Corn prices are trading higher at midday. Support is coming from the poor growing conditions that continue to evolve in South America, especially Argentina. Hot and dry weather is expected for key growing areas in Argentina for the next 10 days or more. Weekly export sales were even lighter than expected, coming in at 12.6 million bushels compared to expectations for around 17 million. Shipments of 37 million bushels remain on track to reach USDA’s export forecast for the year. March is 8 3/4 cents higher at $6.46 3/4 and May is 8 1/4 cents higher at $6.54 1/2.

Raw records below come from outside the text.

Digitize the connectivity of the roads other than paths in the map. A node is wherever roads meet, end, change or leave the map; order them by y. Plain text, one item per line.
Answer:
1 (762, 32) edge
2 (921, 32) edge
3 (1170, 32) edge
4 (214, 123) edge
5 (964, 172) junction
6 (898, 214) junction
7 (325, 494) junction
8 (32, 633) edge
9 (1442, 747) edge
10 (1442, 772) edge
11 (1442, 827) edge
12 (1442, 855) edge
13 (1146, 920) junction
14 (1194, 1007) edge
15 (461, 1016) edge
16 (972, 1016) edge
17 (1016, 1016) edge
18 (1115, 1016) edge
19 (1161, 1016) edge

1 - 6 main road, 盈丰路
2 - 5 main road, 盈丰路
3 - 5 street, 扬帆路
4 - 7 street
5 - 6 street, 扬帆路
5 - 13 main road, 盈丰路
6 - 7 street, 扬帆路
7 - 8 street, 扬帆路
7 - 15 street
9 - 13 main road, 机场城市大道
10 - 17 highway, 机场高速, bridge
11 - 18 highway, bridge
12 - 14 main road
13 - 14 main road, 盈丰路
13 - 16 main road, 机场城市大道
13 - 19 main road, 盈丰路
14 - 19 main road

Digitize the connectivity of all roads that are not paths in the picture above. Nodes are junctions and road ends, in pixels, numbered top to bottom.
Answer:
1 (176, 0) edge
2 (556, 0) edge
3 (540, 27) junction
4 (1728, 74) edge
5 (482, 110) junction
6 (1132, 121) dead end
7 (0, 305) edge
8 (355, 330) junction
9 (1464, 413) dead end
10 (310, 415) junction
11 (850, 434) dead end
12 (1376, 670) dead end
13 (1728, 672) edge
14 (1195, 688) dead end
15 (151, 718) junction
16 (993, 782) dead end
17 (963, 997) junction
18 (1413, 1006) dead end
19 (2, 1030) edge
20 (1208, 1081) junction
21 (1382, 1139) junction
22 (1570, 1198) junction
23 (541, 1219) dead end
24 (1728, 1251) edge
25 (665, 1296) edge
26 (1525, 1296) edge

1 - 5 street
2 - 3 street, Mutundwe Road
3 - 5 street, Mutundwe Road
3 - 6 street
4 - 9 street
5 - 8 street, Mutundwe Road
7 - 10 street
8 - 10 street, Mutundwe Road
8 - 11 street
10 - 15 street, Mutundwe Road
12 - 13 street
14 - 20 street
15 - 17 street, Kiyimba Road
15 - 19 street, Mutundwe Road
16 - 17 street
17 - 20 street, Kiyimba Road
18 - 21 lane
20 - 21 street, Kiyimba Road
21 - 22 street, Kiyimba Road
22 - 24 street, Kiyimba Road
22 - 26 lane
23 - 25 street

Soybean futures are trading higher at midsession. Concerns over the dry weather in Argentina continue to boost soybean prices.  The market pulled back a bit from the strong gains earlier this week, but is moving higher again as the dry weather in Argentina and parts of Brazil is a great concern. However, the impact of the poor weather in Argentina is at least partially offset by forecasts for rain in some key growing areas of Brazil over the weekend and early next week. Weekly export sales of 24.3 million bushels were the previous week and the prior 4-week average. January is 15 1/2 cents higher at $12.03 and March is 15 1/4 cents higher at $12.12 1/4.

Wheat futures are trading higher at midday. The uptrend in wheat prices remains in place even with the slightly lower close on Thursday. Stronger prices for corn coupled with some weakness in the value of the dollar are giving wheat prices a modest boost. Year-end short covering is helping lift prices as well. Trade volume is light on this final day of trading for 2011. Weekly export sales of 15.8 million bushels were up from the previous week and the prior 4-week average. CBOT March is 8 1/4 cents higher at $6.53 1/2, KCBT March is 13 cents higher at $7.11 and MGE March is 2 1/2 cents higher at $8.57 3/4.

Live cattle futures are trading higher at midday. The market is supported by rising beef prices, which raise hopes for higher cash cattle prices. Cash cattle trade has yet to get established, and it doesn’t look like there will be much activity, with a pretty wide gap between buyers and sellers. With the light trade in the cash market again this week there will be a large carryover of market ready cattle into early January. Modest weakness in the value of the dollar is providing some support to cattle futures prices on Friday.  February is 40 cents higher at $122.75 and April is 38 cents higher at $126.60.

Lean hog futures are trading mostly higher at midsession. Cash hog prices are steady to $1 higher, which is lending support to the futures market and is helping to stop the sharp drop in hog futures prices that occurred on Thursday. Cash prices usually begin to improve once we start the new year and the December Hogs and Pigs report indicated that hog slaughter early in 2012 will be just a little above year-earlier levels. However, by February we should start seeing year-over-year increases near 2 percent and beef production will still be relatively high at that point. But later in the year beef production will decline and that will help to support hog prices even if pork production is up. February is 73 cents higher at $84.70 and April is 63 cents higher at $88.35.

Cotton futures are trading modestly higher at midday. The July contract closed above 90 cents per pound on Thursday for the first time since December 8, and the market is taking a bit of a breather in this new, higher territory. Traders continue to worry about the strength of the global economy and long-term demand for cotton. Some traders expect significant declines in area in China in 2012 and U.S. acreage is also expected to decline. Some say cotton area in China could be down by as much as 20 percent from the 2011 level, but a smaller cut is more likely. But even with the potential for less acreage in 2012, traders aren’t willing to buy into tight supplies next season, at least not yet. March is 12 points higher at 91.75 cents and May is 13 points higher at 91.49 cents.